Si chiude. Una tegola in testa, la definiscono gli ex operai convinti fino a qualche giorno fa che la loro vertenza stesse andando nella giusta direzione, con assessori regionali, consiglieri e sindaci uniti per la salvezza dello stabilimento. Ma dopo un primo vertice che ha visto oltre un mese e mezzo fa nel Palazzo di via Roma l'assessore regionale all'Industria Maria Grazia Piras e l'amministratore delegato del colosso nipponico seduti al tavolo delle trattative, ciò che è seguito è stato solo un valzer di rinvii, qualche piano di rilancio e tante promesse. Le prime avvisaglie del temuto smantellamento erano giunte quasi di soppiatto venerdì pomeriggio, dopo l'inaspettata visita nella fabbrica di tre tecnici della Nidec corporation, accompagnati dal curatore fallimentare. Il fatto ha scatenato il caos tra gli ex lavoratori, convinti di essere ancora nel pieno delle trattative tra la Regione e la multinazionale nipponica, con margini di speranze piuttosto soddisfacenti. Ma la triste vicenda pare abbia seguito la via del non ritorno.

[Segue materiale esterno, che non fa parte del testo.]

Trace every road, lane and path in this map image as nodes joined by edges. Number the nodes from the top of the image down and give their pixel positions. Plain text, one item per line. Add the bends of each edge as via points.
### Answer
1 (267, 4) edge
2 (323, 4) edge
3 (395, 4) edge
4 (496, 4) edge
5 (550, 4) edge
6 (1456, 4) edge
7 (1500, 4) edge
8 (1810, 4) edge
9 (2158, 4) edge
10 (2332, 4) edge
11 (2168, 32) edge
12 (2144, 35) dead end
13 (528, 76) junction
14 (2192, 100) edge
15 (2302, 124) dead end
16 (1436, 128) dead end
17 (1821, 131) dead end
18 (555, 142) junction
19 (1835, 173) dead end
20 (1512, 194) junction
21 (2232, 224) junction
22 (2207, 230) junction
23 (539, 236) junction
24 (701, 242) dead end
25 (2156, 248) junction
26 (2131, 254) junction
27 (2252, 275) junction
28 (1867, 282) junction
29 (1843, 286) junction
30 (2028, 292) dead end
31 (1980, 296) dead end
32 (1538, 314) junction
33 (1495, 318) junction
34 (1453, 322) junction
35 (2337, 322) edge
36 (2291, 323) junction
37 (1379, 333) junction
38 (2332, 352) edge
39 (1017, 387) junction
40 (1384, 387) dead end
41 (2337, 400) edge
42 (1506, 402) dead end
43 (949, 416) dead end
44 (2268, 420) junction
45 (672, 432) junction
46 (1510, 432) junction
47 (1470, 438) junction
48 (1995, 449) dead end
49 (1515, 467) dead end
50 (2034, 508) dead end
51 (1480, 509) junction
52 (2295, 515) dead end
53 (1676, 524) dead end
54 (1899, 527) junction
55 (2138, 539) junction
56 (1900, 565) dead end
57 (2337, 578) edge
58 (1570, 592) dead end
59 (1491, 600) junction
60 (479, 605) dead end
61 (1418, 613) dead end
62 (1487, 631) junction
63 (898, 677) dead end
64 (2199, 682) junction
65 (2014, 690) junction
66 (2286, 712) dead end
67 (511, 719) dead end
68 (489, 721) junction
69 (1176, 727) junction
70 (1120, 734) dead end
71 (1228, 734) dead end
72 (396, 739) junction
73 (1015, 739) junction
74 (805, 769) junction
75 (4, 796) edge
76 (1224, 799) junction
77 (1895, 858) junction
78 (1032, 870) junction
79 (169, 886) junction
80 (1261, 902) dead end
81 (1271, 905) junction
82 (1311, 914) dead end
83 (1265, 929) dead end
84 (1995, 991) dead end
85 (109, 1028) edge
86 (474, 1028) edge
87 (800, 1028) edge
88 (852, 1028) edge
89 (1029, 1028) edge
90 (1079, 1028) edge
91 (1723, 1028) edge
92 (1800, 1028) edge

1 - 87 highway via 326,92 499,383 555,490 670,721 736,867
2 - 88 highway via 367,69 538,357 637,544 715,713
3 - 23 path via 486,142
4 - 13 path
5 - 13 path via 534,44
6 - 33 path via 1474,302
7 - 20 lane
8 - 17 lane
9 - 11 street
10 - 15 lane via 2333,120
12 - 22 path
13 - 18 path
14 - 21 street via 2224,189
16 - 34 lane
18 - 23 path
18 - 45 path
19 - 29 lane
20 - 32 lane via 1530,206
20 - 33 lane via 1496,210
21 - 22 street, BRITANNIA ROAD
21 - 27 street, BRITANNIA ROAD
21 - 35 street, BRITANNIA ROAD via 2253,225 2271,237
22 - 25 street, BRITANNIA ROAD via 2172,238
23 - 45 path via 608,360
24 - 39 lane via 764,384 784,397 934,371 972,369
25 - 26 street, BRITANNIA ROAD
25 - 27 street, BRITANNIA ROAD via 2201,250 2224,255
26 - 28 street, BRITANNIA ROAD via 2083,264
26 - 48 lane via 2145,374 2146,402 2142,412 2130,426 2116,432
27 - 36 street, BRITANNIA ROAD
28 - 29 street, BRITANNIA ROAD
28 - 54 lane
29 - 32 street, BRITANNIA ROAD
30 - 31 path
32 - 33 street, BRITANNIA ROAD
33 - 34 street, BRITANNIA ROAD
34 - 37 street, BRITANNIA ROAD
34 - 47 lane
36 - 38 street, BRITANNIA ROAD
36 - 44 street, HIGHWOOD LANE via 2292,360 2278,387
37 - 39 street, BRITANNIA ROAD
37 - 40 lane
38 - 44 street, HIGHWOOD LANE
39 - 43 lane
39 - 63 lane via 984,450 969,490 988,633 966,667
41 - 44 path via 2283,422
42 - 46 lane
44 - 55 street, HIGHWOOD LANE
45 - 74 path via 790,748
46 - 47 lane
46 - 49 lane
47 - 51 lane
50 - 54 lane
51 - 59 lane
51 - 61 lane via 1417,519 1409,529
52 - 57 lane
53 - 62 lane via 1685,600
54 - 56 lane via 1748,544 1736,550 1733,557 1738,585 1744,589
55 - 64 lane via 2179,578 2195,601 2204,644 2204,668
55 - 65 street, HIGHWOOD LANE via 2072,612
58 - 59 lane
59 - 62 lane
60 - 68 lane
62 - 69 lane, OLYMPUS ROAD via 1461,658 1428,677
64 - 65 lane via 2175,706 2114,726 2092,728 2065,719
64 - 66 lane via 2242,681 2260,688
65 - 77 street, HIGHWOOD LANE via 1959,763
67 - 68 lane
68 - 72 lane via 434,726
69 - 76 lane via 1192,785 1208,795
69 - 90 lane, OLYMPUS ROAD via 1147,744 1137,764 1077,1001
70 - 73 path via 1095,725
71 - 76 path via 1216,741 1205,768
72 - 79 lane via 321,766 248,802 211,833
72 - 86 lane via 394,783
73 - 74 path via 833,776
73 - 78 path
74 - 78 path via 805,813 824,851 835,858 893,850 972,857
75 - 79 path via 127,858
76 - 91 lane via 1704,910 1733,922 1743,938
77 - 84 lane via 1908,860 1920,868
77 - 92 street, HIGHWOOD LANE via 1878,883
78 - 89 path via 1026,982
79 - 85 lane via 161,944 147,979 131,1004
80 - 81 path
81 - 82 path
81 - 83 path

La battaglia continua. «La notizia ci lascia sgomenti – prosegue il sindaco nuorese Andrea Soddu – abbiamo portato anche ieri la nostra solidarietà ai lavoratori che in questi giorni stanno manifestando davanti ai cancelli dell’azienda — prosegue —.Pur constatando l’impegno dell’assessore Piras per una risoluzione della vertenza, ci dispiace aver saputo dell’esito negativo della trattativa tra Regione e azienda a cose fatte. Sapevamo che trovare una soluzione a un caso che rientra nelle logiche del mercato globale non sarebbe stato semplice, tuttavia come amministrazione comunale non vogliamo rassegnarci e continueremo a batterci per chiedere alla giunta Pigliaru di attivare le misure necessarie per dare serenità ai lavoratori», conclude il sindaco. Nessuna conferma di una probabile interruzione delle trattative arriva da Regione e sindacati che al contrario affermano: «La vertenza Idea Motore è ancora aperta».

Dal successo al tracollo. Nata nel 2001 nell'area industriale di Pratosardo, Idea Motore inizia la produzione di motori elettrici per lavatrici con oltre ottanta operai metalmeccanici specializzati di cui l'80 per cento donne. “La fabbrica rosa della Barbagia”, “il fiore all'occhiello del Nuorese", così fu definita negli otto fiorenti anni di produzione: 5000 motori prodotti ogni giorno ed esportati in tutto il mondo con clienti prestigiosi come Bosh e Indesit. Poi il tracollo nel 2008 per gravi problemi all'interno della compagine societaria celati dalla dirompente crisi che nel frattempo metteva in ginocchio il territorio. Ma la serrata definitiva allora fu scampata grazie alla società Am Italia — costituita ad hoc per il salvataggio aziendale — che per qualche anno ha mandato avanti la ridotta produzione con appena undici lavoratori. Almeno fino al luglio scorso. Quando anche per la neonata Am Italia non c'è stato più niente da fare. La fabbrica finisce all'asta: i macchinari svenduti a una multinazionale giapponese e anche il capannone, ora di proprietà della banca Monte dei Paschi di Siena, finirà all'asta tra poco più di una settimana.